Texas Public Schools Face Funding Crisis

By Bonnie Longnion, PhD, trustee, Humble ISD
and Michael Hinojosa, EdD, superintendent, Hays Consolidated ISD

Texas public schools, with the support of the Legislature and local school boards, have come a long way since 1993, when the current school finance and accountability systems were enacted:

•Texas now has one of the most equitable funding systems in the country, a fact that was confirmed by Steve Smith of the National Conference of State Legislatures.
Spending per student has increased substantially in the last 10 years.

•Student performance has improved markedly. In 1994, 55.6 percent of students passed all tests taken; in 2001, 82.1 percent passed all tests.

•Several independent observers have rated the Texas Accountability System the best in the nation.
It is the state/local district partnership that has gotten public schools to this level. Together we have done the right things for the schoolchildren of Texas.

But the local share of the partnership is tapped out. Local taxpayers have increasingly shouldered more of the burden. Now the state share of funding for public schools is at a 50-year low, and there is no place left to go for additional resources.
School districts across the state are facing a funding crisis. They are hitting the wall everywhere, and they’ve got nowhere else to turn.
Districts have already cut operational spending, administrative costs, and personnel. Now they are beginning to consider which educational programs can be eliminated.

A frequent allegation is that districts are bloated with administrators and frivolous expenditures. For the record, only 4.5 percent of all district expenditures are spent on central office administration; 30 percent of a district’s budget goes toward maintaining or building school facilities; 65 percent of the expenditures go directly to teacher salaries, classroom equipment, and pupil services, such as libraries and counseling programs.

Doing nothing is not an option. If the state does not contribute more, local school districts have no choice but to cut into educational programs.

Programs that will go on the chopping block first include:

•Fine arts programs, such as choir, band, orchestra, art, and drama.

•Student support systems, such as counselors, nurses, social workers, etc.

•Career and technology programs that prepare students for work.

•Continued improvements in technology such as classroom application, and student/data management programs.

•Other elective subjects, such as journalism. Co- and extra-curricular programs.

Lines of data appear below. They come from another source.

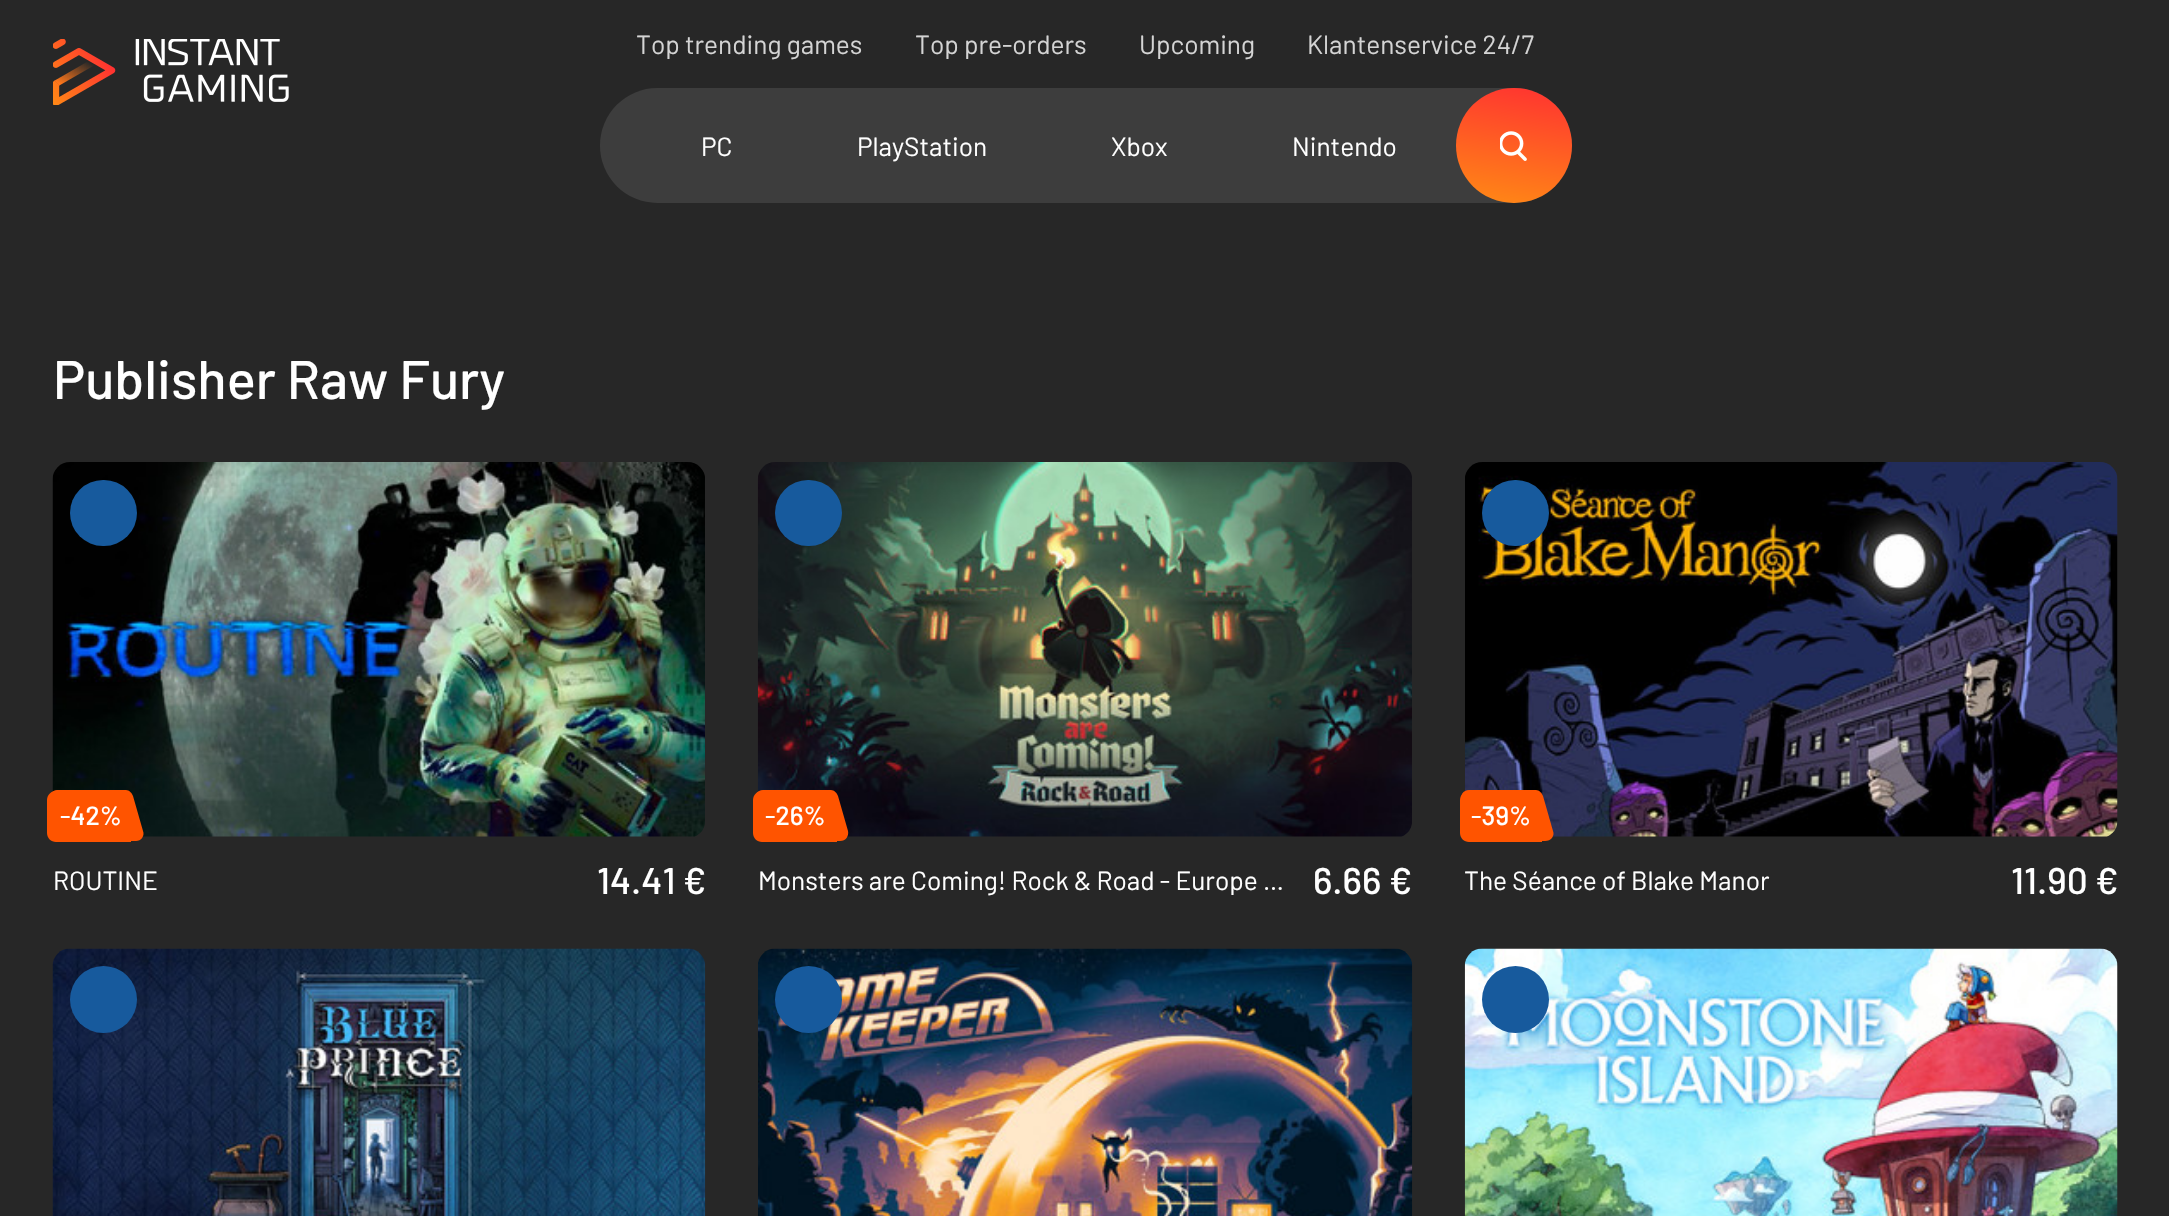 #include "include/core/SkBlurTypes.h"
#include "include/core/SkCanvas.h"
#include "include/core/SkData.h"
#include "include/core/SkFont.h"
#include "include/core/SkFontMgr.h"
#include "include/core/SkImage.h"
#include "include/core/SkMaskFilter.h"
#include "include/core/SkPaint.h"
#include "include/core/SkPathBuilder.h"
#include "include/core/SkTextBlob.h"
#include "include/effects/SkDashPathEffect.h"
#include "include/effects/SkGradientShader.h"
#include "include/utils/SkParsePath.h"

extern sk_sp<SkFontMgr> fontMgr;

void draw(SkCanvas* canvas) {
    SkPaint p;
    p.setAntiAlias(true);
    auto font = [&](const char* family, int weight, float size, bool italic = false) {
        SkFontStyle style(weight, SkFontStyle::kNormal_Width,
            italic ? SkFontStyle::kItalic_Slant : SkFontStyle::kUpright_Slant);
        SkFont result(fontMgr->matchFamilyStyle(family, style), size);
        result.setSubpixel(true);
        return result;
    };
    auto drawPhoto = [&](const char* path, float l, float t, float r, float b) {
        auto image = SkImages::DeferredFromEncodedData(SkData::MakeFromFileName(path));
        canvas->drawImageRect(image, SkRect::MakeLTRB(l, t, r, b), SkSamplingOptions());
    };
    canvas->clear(0xFF272727);
    drawPhoto("media/1.png", 53, 39, 289, 105);
    auto font1 = font("Barlow", 400, 26.25f);
    p.setColor(0xFFD4D4D4);
    {
        const struct { const char* s; float x, y; } items[] = {
            {"Top trending games", 636, 54},
            {"Top pre-orders", 915, 54},
            {"Upcoming", 1139, 54},
            {"Klantenservice 24/7", 1307, 54},
        };
        for (auto [s, x, y] : items) {
            canvas->drawString(s, x, y, font1, p);
        }
    }
    p.setColor(0xFF3D3D3D);
    canvas->drawRoundRect(SkRect::MakeLTRB(600, 88, 1572, 203), 57.5f, 57.5f, p);
    p.setColor(0xFFFFFFFF);
    {
        const struct { const char* s; float x, y; } items[] = {
            {"PC", 701, 156},
            {"PlayStation", 857, 156},
            {"Xbox", 1111, 156},
            {"Nintendo", 1292, 156},
        };
        for (auto [s, x, y] : items) {
            canvas->drawString(s, x, y, font1, p);
        }
    }
    {
        const SkColor colors[] = {0xFFFF8A15, 0xFFFF3131};
        const float stops[] = {0, 1};
        const SkPoint ends[] = {{1501, 211}, {1524, 79}};
        p.setShader(SkGradientShader::MakeLinear(ends, colors, stops, 2, SkTileMode::kClamp));
        p.setAlpha(255);
    }
    canvas->drawRoundRect(SkRect::MakeLTRB(1456, 88, 1572, 203), 57.5f, 57.5f, p);
    drawPhoto("media/2.png", 1500, 131, 1527, 161);
    auto font2 = font("Barlow", 500, 54.25f);
    p.setShader(nullptr);
    p.setColor(0xFFFFFFFF);
    canvas->drawString("Publisher Raw Fury", 53, 399, font2, p);
    drawPhoto("media/3.png", 52, 462, 705, 837);
    p.setColor(0xFF175A9D);
    canvas->drawRoundRect(SkRect::MakeLTRB(70, 480, 137, 546), 33, 33, p);
    p.setColor(0xFFFF5400);
    canvas->drawPath(SkPathBuilder().moveTo(56, 791).lineTo(122, 791).cubicTo(127, 791, 131, 795, 131, 800).lineTo(131, 842).lineTo(56, 842).cubicTo(51, 842, 47, 838, 47, 833).lineTo(47, 800).cubicTo(47, 795, 51, 791, 56, 791).close().detach(), p);
    canvas->drawPath(SkPathBuilder().moveTo(57, 790).lineTo(126, 790).cubicTo(129, 790, 132, 793, 133, 796).lineTo(143, 831).cubicTo(145, 836, 141, 841, 136, 841).lineTo(67, 841).cubicTo(64, 841, 61, 839, 60, 836).lineTo(50, 801).cubicTo(48, 795, 52, 790, 57, 790).close().detach(), p);
    auto font3 = font("Barlow", 500, 26.25f);
    p.setColor(0xFFFFFFFF);
    canvas->drawString("-42%", 60, 825, font3, p);
    canvas->drawString("ROUTINE", 53, 890, font1, p);
    auto font4 = font("Barlow", 500, 37);
    canvas->drawString("14.41 €", 597, 894, font4, p);
    drawPhoto("media/4.png", 757, 462, 1412, 837);
    p.setColor(0xFF175A9D);
    canvas->drawRoundRect(SkRect::MakeLTRB(775, 480, 842, 546), 33, 33, p);
    p.setColor(0xFFFF5400);
    canvas->drawPath(SkPathBuilder().moveTo(762, 791).lineTo(828, 791).cubicTo(833, 791, 837, 795, 837, 800).lineTo(837, 842).lineTo(762, 842).cubicTo(757, 842, 753, 838, 753, 833).lineTo(753, 800).cubicTo(753, 795, 757, 791, 762, 791).close().detach(), p);
    canvas->drawPath(SkPathBuilder().moveTo(763, 790).lineTo(831, 790).cubicTo(834, 790, 837, 793, 838, 796).lineTo(848, 831).cubicTo(849, 836, 846, 841, 840, 841).lineTo(773, 841).cubicTo(770, 841, 767, 839, 766, 836).lineTo(756, 801).cubicTo(754, 795, 757, 790, 763, 790).close().detach(), p);
    p.setColor(0xFFFFFFFF);
    canvas->drawString("-26%", 765, 825, font3, p);
    canvas->drawString("Monsters are Coming! Rock & Road - Europe …", 758, 890, font1, p);
    canvas->drawString("6.66 €", 1313, 894, font4, p);
    drawPhoto("media/5.png", 1465, 462, 2118, 837);
    p.setColor(0xFF175A9D);
    canvas->drawRoundRect(SkRect::MakeLTRB(1482, 480, 1549, 546), 33, 33, p);
    p.setColor(0xFFFF5400);
    canvas->drawPath(SkPathBuilder().moveTo(1469, 791).lineTo(1533, 791).cubicTo(1538, 791, 1542, 795, 1542, 800).lineTo(1542, 842).lineTo(1469, 842).cubicTo(1464, 842, 1460, 838, 1460, 833).lineTo(1460, 800).cubicTo(1460, 795, 1464, 791, 1469, 791).close().detach(), p);
    canvas->drawPath(SkPathBuilder().moveTo(1469, 790).lineTo(1536, 790).cubicTo(1539, 790, 1542, 793, 1543, 796).lineTo(1553, 831).cubicTo(1555, 836, 1551, 841, 1545, 841).lineTo(1478, 841).cubicTo(1476, 841, 1473, 839, 1472, 836).lineTo(1462, 801).cubicTo(1460, 795, 1463, 790, 1469, 790).close().detach(), p);
    p.setColor(0xFFFFFFFF);
    canvas->drawString("-39%", 1471, 825, font3, p);
    canvas->drawString("The Séance of Blake Manor", 1464, 890, font1, p);
    canvas->drawString("11.90 €", 2011, 894, font4, p);
    drawPhoto("media/6.png", 52, 948, 706, 1216);
    p.setColor(0xFF175A9D);
    canvas->drawCircle(103.5f, 999.5f, 33.5f, p);
    drawPhoto("media/7.png", 758, 948, 1413, 1216);
    canvas->drawCircle(808.5f, 999.5f, 33.5f, p);
    drawPhoto("media/8.png", 1464, 948, 2118, 1216);
    canvas->drawCircle(1515.5f, 999.5f, 33.5f, p);
} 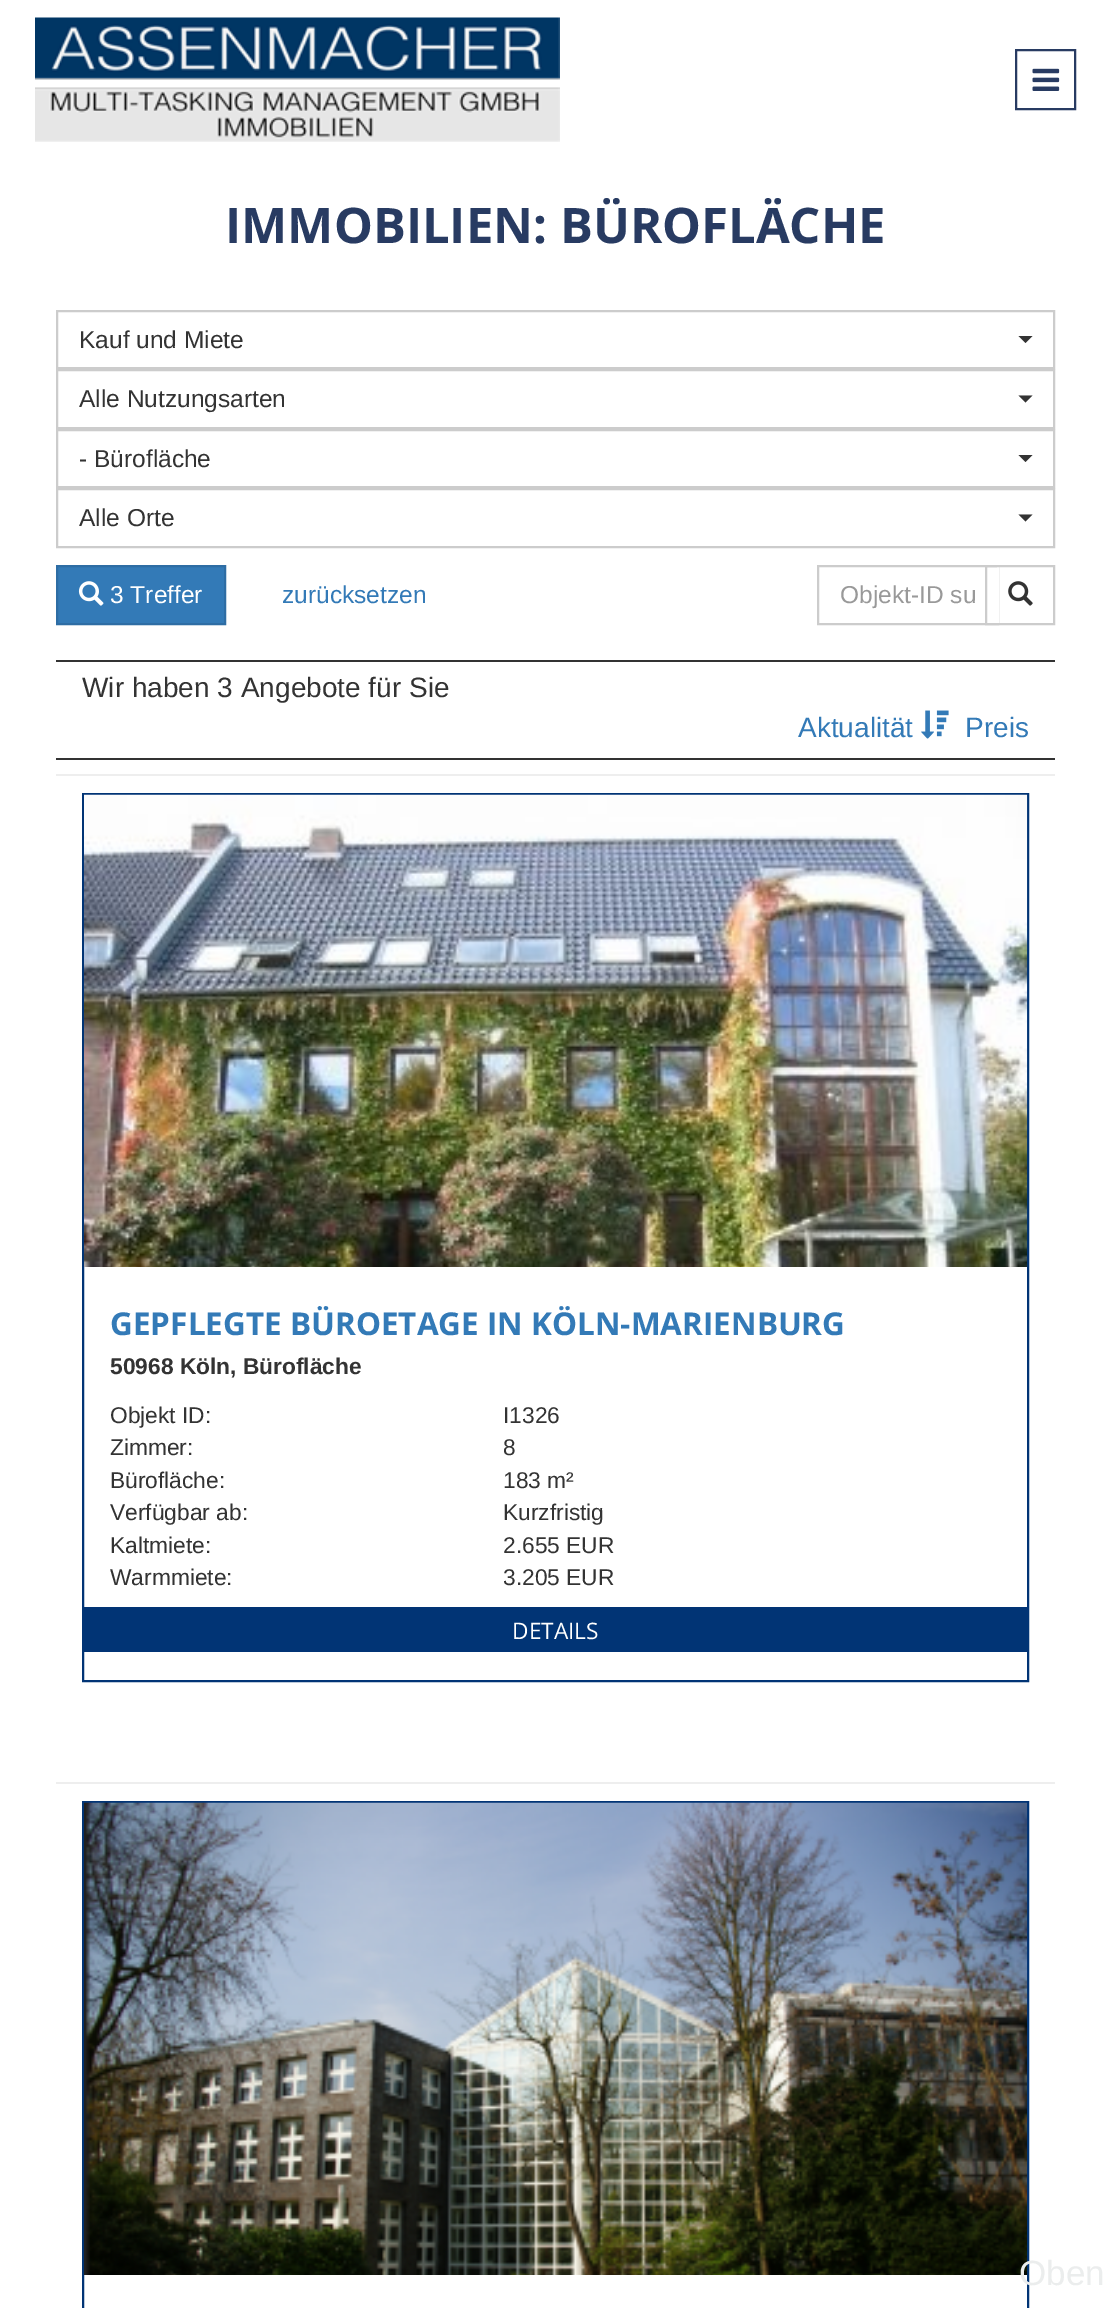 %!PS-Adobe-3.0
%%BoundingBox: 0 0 1110 2308
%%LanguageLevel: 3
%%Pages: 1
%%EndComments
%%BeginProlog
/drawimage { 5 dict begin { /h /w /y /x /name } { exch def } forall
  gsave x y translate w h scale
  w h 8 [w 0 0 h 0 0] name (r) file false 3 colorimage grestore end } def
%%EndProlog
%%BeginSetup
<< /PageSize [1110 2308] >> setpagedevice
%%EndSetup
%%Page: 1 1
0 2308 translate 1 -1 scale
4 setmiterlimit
1 setgray
0 0 1110 2308 rectfill
(images/1.raw) 35 17 525 125 drawimage
0.157 0.231 0.384 setrgbcolor
2 setlinewidth
1016 50 59 59 rectstroke
(images/2.raw) 1032 68 28 23 drawimage
0.8 setgray
57 311 997 57 rectstroke
0.2 setgray
newpath 1018.5 336 moveto 1032.5 336 lineto 1025.5 343 lineto closepath fill
0.8 setgray
57 370 997 58 rectstroke
0.2 setgray
newpath 1018.5 395.5 moveto 1032.5 395.5 lineto 1025.5 402.5 lineto closepath fill
0.8 setgray
57 430 997 57 rectstroke
0.2 setgray
newpath 1018.5 455 moveto 1032.5 455 lineto 1025.5 462 lineto closepath fill
0.8 setgray
57 489 997 58 rectstroke
0.2 setgray
newpath 1018.5 514.5 moveto 1032.5 514.5 lineto 1025.5 521.5 lineto closepath fill
0.2 0.478 0.718 setrgbcolor
newpath 57 566 moveto 225 566 lineto 225 624 lineto 57 624 lineto closepath gsave fill grestore
0.18 0.427 0.643 setrgbcolor
stroke
(images/3.raw) 78 581 26 25 drawimage
0.8 setgray
818 566 180 58 rectstroke
1 setgray
997 567 2 56 rectfill
0.8 setgray
986 566 68 58 rectstroke
(images/4.raw) 1008 581 25 25 drawimage
0.2 setgray
56 660 999 2 rectfill
56 758 999 2 rectfill
(images/5.raw) 921 710 28 29 drawimage
0.933 setgray
56 774 999 2 rectfill
0.004 0.204 0.459 setrgbcolor
83 794 945 887 rectstroke
(images/6.raw) 84 794 944 473 drawimage
84 1607 943 45 rectfill
0.933 setgray
56 1782 999 2 rectfill
0.004 0.204 0.459 setrgbcolor
83 1802 945 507 rectstroke
(images/7.raw) 84 1802 944 473 drawimage
/OpenSans-Bold [49 0 0 -49 0 0] selectfont
0.157 0.231 0.384 setrgbcolor
225 243 moveto (IMMOBILIEN: BÜROFLÄCHE) show
/LiberationSans-Regular [24.5 0 0 -24.5 0 0] selectfont
0.2 setgray
79 348 moveto (Kauf und Miete) show
79 407 moveto (Alle Nutzungsarten) show
79 467 moveto (- Bürofläche) show
79 526 moveto (Alle Orte) show
1 setgray
110 603 moveto (3 Treffer) show
0.2 0.478 0.718 setrgbcolor
282 603 moveto (zurücksetzen) show
0.6 setgray
840 603 moveto (Objekt-ID su) show
/LiberationSans-Regular [28 0 0 -28 0 0] selectfont
0.2 setgray
82 697 moveto (Wir haben 3 Angebote für Sie) show
0.2 0.478 0.718 setrgbcolor
798 737 moveto (Aktualität) show
965 737 moveto (Preis) show
/OpenSans-Bold [31.5 0 0 -31.5 0 0] selectfont
110 1335 moveto (GEPFLEGTE BÜROETAGE IN KÖLN-MARIENBURG) show
/LiberationSans-Bold [22.75 0 0 -22.75 0 0] selectfont
0.2 setgray
110 1374 moveto (50968 Köln, Bürofläche) show
/LiberationSans-Regular [22.75 0 0 -22.75 0 0] selectfont
110 1423 moveto (Objekt ID:) show
503 1423 moveto (I1326) show
110 1455 moveto (Zimmer:) show
503 1455 moveto (8) show
110 1488 moveto (Bürofläche:) show
503 1488 moveto (183 m²) show
110 1520 moveto (Verfügbar ab:) show
503 1520 moveto (Kurzfristig) show
110 1553 moveto (Kaltmiete:) show
503 1553 moveto (2.655 EUR) show
110 1585 moveto (Warmmiete:) show
503 1585 moveto (3.205 EUR) show
/OpenSans-Regular [22.75 0 0 -22.75 0 0] selectfont
1 setgray
512 1639 moveto (DETAILS) show
/LiberationSans-Regular [35 0 0 -35 0 0] selectfont
0.922 0.929 0.929 setrgbcolor
1019 2285 moveto (Oben) show
showpage
%%EOF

Since the Legislature rewrote the Education Code in 1995, more than 60 unfunded or only partially funded mandates have been placed on school districts, and that number doesn’t include agency rules that often result from legislation. These requirements drain districts of resources such as time, personnel, and, of course, money. The issue is not whether it is appropriate for the Legislature to pass mandates for school districts; the issue is the strain state mandates put on already over-extended school budgets.

School districts are facing financial crisis. Two examples illustrate the steps some districts have been forced to take:

•Because personnel-related expenses constitute 80-90 percent of districts’ budgets, some districts that have cut all other expenses and maximized all other efficiencies are going to lenders to secure loans to meet payroll expenses this year.

•Because districts do not have or cannot keep local resources sufficient to purchase $60,000 school buses, some have been forced to close down their transportation systems or to transport children on old, dilapidated school buses – an untenable choice.

Cutting programs and people, compromising the safety of children, and jeopardizing payrolls should not be the answer!

Student achievement in Texas is improving, but critical and challenging work remains before the public schools of Texas. This positive momentum and investment in our state’s future requires continued investment of local and state resources. There are a lot of options to tinker with the state’s complicated finance system, and there are pluses and minuses to the various delivery mechanisms; but the bottom line is this: The State of Texas must increase the fiscal capacity of the school finance system.

The financial crisis facing school districts is not due to the school finance formulas; it’s due to the system’s inability to expand its revenue-generating capacity.

Most school board members and educators are not tax experts, but we are voters. We will support revenue measures that generate additional capacity for real state dollars. Our school finance system is constitutional. With the correct amount of additional state funding, it can remain operational and practical.

The burden for providing relief rests with the Legislature.